A veces uno se cansa de repetir el mismo discurso, pero como nos ha tocado vivir en esta sociedad del espectáculo, tan desmemoriada como irreflexiva, no tengo más remedio que insistir, más que nada para que no se olviden los argumentos a la hora de enfrentarnos a los mensajes simplistas que los medios de domesticación de masas propagan masivamente entre el paisanaje a modo de tsunami de falsedades.

En esta parte del mundo que llamamos España, en los últimos tiempos sólo ha existido un golpe de Estado y fue el de Franco. Muerto el infame criminal, hubo un indulto para todos aquellos que combatieron el fascismo u opinaron en su contra, eso sí, siempre y cuando no tuvieran “delitos de sangre”. Lo de la sangre, como lo de los caídos, se refería solo a una parte de la población, los represaliados, los exiliados, los torturados o encarcelados. Pero, sin embargo, a los asesinos, a quienes mantuvieron el país en una dictadura de cuarenta años, policías, jueces, militares, sacerdotes, pandilleros falangistas o empresarios, se les borraron sus delitos, esto es, fueron amnistiados, impidiendo así la posibilidad de juzgarlos o apartarlos de sus cargos. En fin, los verdugos perdonaron a sus víctimas y las víctimas, unas más y otras menos, consentimos en espera de tiempos mejores que hicieran justicia y repararan atropellos y desmanes, aunque, de momento ahí siguen las fosas repletas de desaparecidos, a la vez que perduran las medallas y reconocimientos a los autores de la masacre.

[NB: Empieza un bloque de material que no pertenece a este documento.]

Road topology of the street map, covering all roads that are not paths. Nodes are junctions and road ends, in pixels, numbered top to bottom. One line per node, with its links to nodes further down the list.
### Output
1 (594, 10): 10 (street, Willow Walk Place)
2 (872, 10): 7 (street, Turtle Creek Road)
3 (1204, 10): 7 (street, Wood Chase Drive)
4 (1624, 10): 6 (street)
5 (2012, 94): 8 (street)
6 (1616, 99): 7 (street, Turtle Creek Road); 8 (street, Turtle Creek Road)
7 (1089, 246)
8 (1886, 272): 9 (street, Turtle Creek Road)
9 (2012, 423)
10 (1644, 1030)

Luego asistimos a otro remedo de golpe, el 23–F que sirvió para legalizar de alguna manera, a ojos de la opinión pública, la figura del rey Juan Carlos, el monigote colocado a dedo por el dictador, espectador silencioso de los crímenes de su mentor y, por lo tanto, igualmente criminal. Entonces también hubo perdón en forma de indulto al general Armada, el cabecilla del golpe que mantuvo en jaque a la población. Sorprendentemente, nadie se llevó las manos a la cabeza, ni se organizaron manifestaciones en su contra, a pesar que se trataba de militares armados. Lo mismo pasó con los concedidos a Vera y Barrionuevo, responsables de la guerra sucia contra ETA, que se llevó por delante a personas, niños incluidos, que nada tenían que ver con la organización vasca. Ha habido otros, a banqueros, jueces, estafadores o especuladores asesinos de guante blanco como Jesús Gil. ¿Acaso ya no recordamos los 300 muertos de los Ángeles de San Rafael, sepultados entre los escombros por su avaricia?

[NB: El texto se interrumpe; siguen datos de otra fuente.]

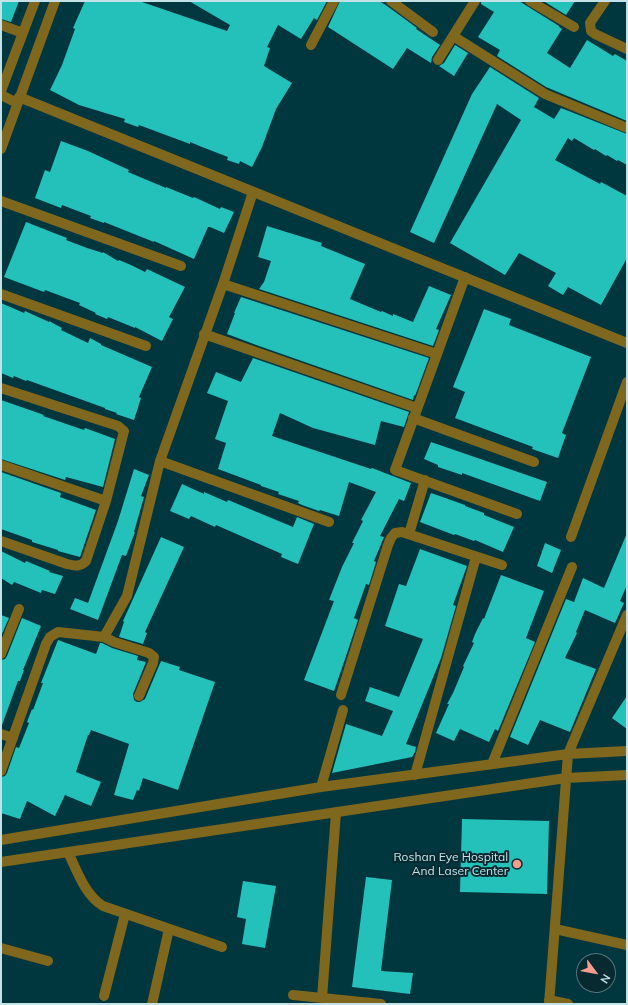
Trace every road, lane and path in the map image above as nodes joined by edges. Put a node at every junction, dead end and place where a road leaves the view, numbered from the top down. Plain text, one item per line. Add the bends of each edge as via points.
1 (35, 1) edge
2 (55, 1) edge
3 (334, 1) edge
4 (391, 1) edge
5 (475, 1) edge
6 (530, 1) edge
7 (605, 1) edge
8 (1, 25) edge
9 (574, 27) dead end
10 (433, 32) dead end
11 (23, 33) junction
12 (453, 36) junction
13 (311, 45) dead end
14 (627, 49) edge
15 (438, 60) dead end
16 (1, 91) edge
17 (1, 95) edge
18 (18, 100) junction
19 (627, 128) edge
20 (1, 149) edge
21 (253, 192) junction
22 (1, 202) edge
23 (181, 266) dead end
24 (465, 277) junction
25 (223, 284) junction
26 (1, 294) edge
27 (204, 334) junction
28 (627, 343) edge
29 (146, 346) dead end
30 (437, 354) junction
31 (627, 382) edge
32 (1, 388) edge
33 (417, 408) junction
34 (414, 418) junction
35 (160, 461) junction
36 (534, 462) dead end
37 (1, 465) edge
38 (425, 480) junction
39 (106, 501) junction
40 (517, 514) dead end
41 (329, 522) dead end
42 (409, 534) junction
43 (571, 537) dead end
44 (1, 541) edge
45 (476, 557) junction
46 (502, 565) dead end
47 (572, 567) dead end
48 (19, 609) dead end
49 (627, 615) edge
50 (104, 637) junction
51 (1, 654) edge
52 (341, 695) dead end
53 (139, 696) dead end
54 (343, 710) dead end
55 (1, 734) edge
56 (13, 738) junction
57 (627, 751) edge
58 (568, 754) junction
59 (492, 764) junction
60 (1, 772) edge
61 (415, 775) junction
62 (627, 775) edge
63 (566, 778) junction
64 (321, 787) junction
65 (336, 813) junction
66 (1, 840) edge
67 (68, 852) junction
68 (1, 862) edge
69 (125, 914) junction
70 (169, 929) junction
71 (555, 929) junction
72 (627, 945) edge
73 (222, 947) dead end
74 (1, 948) edge
75 (48, 961) dead end
76 (293, 995) dead end
77 (104, 996) dead end
78 (322, 998) junction
79 (549, 1002) edge
80 (152, 1004) edge
81 (381, 1004) edge
82 (568, 1004) edge

1 - 11 street
2 - 18 street
3 - 13 street
4 - 10 street
5 - 12 street
6 - 9 street
7 - 14 street via 590,23 591,31
8 - 11 street
11 - 16 street
12 - 15 street
12 - 19 street via 545,94
17 - 18 street
18 - 20 street
18 - 21 street
21 - 24 street
21 - 25 street
22 - 23 street
24 - 28 street
24 - 30 street
25 - 27 street
25 - 30 street
26 - 29 street
27 - 33 street
27 - 35 street
30 - 33 street
31 - 43 street
32 - 39 street via 122,428 124,435
33 - 34 street
34 - 36 street
34 - 38 street via 394,470
35 - 41 street
35 - 50 street via 127,596
37 - 39 street
38 - 40 street
38 - 42 street
39 - 44 street via 86,561 82,565 67,564
42 - 45 street
42 - 52 street via 395,533 388,545
45 - 46 street
45 - 61 street
47 - 59 street
48 - 51 street
49 - 58 street
50 - 53 street via 154,657
50 - 56 street via 58,632 50,637
54 - 64 street
55 - 56 street
56 - 60 street
57 - 58 street
58 - 59 street
58 - 63 street
59 - 61 street
61 - 64 street
62 - 63 street
63 - 65 street
63 - 71 street
64 - 66 street
65 - 67 street
65 - 78 street
67 - 68 street
67 - 69 street via 89,894 96,902
69 - 70 street
69 - 77 street
70 - 73 street
70 - 80 street
71 - 72 street
71 - 79 street
74 - 75 street
76 - 78 street
78 - 81 street
79 - 82 street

También ha habido alguna que otra amnistía más, como la concedida a los ricos defraudadores impulsada por el gobierno de Mariano Rajoy, el mismo que, mientras esquilmaba las arcas públicas perdonando a más de 700 millonarios, entre estos, ministros, aristócratas y miembros de la familia real, rebajaba las pensiones, despedía a médicos y maestros y negaba el tratamiento para la hepatitis C aduciendo falta de fondos, lo que causó la muerte a cuatro mil personas.

Y así está nuestra reciente historia del perdón y borrón y cuenta nueva, cuando sucede lo del 1 de octubre en Catalunya y entonces sí, entonces se llenan las bocas, los libelos y las tertulias de sentencias engañosas, de supuestos golpes de Estado, rupturas de España e indemostrables atentados. Se coloca a Carles Puigdemont, un señor de la más rancia derecha catalana, integrante de la fea burguesía, en el lugar del diablo causante de males y tragedias patrias y se miente descaradamente cuando se habla de él como único beneficiario de una hipotética amnistía, cuando en su misma situación están casi 1500 personas. Pero, en realidad, lo único que pasó, aparte las palizas a cargo de nuestras democráticas fuerzas del orden público, fue que se sacaron urnas a la calle y durante menos de un instante se declaró la independencia de Catalunya.

¿De verdad a alguien en su sano juicio, eso le parece un crimen y no lo anterior?